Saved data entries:
--- START ---
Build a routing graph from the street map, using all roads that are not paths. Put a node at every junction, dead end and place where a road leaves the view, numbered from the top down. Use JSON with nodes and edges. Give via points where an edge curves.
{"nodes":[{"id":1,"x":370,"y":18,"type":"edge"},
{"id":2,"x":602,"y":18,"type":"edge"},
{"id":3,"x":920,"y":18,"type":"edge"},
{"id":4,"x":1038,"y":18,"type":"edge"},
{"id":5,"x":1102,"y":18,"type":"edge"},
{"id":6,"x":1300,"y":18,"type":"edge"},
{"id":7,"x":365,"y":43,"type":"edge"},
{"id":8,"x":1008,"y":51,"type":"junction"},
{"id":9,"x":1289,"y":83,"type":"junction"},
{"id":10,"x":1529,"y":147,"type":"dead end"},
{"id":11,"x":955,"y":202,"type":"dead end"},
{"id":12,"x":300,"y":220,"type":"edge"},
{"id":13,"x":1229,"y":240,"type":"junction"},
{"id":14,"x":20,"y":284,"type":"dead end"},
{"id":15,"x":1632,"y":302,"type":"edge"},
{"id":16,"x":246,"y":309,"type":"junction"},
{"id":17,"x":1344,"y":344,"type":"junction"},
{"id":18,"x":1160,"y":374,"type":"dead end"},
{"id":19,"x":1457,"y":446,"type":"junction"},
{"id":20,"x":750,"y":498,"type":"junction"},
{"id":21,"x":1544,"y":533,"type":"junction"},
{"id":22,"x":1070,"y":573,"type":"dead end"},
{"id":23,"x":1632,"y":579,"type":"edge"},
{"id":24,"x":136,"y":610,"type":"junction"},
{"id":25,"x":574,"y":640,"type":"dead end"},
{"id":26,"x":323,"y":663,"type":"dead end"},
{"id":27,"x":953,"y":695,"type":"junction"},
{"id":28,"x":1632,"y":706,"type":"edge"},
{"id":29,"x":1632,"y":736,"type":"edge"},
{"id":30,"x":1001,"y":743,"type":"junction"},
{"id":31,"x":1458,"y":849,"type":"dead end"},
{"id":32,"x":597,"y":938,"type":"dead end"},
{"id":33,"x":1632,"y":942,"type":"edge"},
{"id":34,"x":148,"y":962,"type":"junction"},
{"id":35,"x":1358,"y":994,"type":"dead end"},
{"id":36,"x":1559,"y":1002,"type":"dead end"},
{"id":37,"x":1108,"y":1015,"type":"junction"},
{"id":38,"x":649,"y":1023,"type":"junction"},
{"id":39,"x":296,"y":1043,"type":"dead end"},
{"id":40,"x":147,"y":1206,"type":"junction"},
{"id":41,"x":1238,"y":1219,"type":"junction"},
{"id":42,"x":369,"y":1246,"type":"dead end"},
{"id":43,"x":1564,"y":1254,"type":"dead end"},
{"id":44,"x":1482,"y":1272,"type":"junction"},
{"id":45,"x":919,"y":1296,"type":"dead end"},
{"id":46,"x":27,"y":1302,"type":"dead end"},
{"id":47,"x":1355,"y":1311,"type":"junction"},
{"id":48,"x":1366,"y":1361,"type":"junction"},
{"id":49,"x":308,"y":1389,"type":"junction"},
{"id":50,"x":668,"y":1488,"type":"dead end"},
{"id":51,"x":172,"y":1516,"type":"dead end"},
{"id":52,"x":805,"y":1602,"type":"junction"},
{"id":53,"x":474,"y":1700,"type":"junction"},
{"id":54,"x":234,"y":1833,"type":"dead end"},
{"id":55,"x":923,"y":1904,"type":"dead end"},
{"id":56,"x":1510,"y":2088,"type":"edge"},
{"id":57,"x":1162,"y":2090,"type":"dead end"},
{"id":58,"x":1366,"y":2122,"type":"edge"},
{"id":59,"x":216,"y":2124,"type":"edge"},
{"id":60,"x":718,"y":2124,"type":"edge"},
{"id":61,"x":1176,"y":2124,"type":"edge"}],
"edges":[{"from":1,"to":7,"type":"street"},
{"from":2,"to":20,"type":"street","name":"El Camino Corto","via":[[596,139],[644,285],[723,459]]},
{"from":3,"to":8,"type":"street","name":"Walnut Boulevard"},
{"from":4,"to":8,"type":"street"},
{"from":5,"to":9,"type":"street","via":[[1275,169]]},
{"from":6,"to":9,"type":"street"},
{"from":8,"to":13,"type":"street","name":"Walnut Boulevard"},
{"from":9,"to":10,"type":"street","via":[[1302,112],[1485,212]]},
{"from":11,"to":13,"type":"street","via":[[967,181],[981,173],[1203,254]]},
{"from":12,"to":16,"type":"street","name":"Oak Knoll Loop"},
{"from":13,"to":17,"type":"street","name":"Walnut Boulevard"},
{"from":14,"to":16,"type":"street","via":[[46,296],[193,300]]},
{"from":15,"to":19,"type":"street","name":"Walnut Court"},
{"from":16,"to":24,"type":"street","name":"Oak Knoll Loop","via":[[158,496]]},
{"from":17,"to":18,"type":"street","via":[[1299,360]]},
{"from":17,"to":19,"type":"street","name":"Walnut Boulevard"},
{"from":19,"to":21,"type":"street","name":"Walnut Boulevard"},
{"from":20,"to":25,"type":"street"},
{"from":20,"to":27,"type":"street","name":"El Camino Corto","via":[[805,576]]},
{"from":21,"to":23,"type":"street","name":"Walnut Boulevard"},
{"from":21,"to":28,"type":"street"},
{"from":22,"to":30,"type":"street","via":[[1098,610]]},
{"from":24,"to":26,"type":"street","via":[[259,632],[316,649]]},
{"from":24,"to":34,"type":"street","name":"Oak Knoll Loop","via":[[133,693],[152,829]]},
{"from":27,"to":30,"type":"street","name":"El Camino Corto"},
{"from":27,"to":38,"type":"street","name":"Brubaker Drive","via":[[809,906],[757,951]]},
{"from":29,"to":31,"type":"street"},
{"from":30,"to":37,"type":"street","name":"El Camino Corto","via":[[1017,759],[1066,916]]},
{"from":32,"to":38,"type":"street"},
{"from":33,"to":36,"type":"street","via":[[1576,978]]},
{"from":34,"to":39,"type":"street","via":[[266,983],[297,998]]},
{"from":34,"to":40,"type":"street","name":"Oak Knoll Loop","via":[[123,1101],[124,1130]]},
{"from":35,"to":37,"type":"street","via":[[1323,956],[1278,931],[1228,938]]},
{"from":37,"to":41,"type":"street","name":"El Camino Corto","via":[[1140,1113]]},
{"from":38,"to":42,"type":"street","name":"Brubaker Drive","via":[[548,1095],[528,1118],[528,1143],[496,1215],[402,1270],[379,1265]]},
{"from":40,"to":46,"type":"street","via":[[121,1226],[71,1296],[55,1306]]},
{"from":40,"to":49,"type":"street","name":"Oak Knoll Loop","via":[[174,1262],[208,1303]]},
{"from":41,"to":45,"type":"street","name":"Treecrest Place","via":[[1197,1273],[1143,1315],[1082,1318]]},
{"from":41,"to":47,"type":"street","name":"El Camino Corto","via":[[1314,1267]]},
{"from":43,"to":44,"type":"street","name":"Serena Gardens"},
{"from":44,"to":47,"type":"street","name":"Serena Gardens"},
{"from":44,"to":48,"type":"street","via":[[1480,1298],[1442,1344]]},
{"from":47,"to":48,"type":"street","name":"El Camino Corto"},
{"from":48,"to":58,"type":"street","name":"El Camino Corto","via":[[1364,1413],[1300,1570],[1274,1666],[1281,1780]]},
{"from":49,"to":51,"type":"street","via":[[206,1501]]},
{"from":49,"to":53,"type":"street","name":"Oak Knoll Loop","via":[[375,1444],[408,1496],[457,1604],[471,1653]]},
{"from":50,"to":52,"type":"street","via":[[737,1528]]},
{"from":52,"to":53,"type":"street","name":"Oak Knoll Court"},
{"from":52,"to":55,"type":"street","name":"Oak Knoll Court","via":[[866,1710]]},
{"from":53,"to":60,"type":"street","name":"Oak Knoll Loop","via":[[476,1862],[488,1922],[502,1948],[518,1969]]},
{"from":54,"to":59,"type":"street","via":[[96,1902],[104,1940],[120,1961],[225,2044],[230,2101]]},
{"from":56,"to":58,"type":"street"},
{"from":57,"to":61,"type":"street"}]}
--- END ---
Task details
Check each line of the records for the string "Camino" and copy those that have it.

The completed task
{"from":2,"to":20,"type":"street","name":"El Camino Corto","via":[[596,139],[644,285],[723,459]]},
{"from":20,"to":27,"type":"street","name":"El Camino Corto","via":[[805,576]]},
{"from":27,"to":30,"type":"street","name":"El Camino Corto"},
{"from":30,"to":37,"type":"street","name":"El Camino Corto","via":[[1017,759],[1066,916]]},
{"from":37,"to":41,"type":"street","name":"El Camino Corto","via":[[1140,1113]]},
{"from":41,"to":47,"type":"street","name":"El Camino Corto","via":[[1314,1267]]},
{"from":47,"to":48,"type":"street","name":"El Camino Corto"},
{"from":48,"to":58,"type":"street","name":"El Camino Corto","via":[[1364,1413],[1300,1570],[1274,1666],[1281,1780]]},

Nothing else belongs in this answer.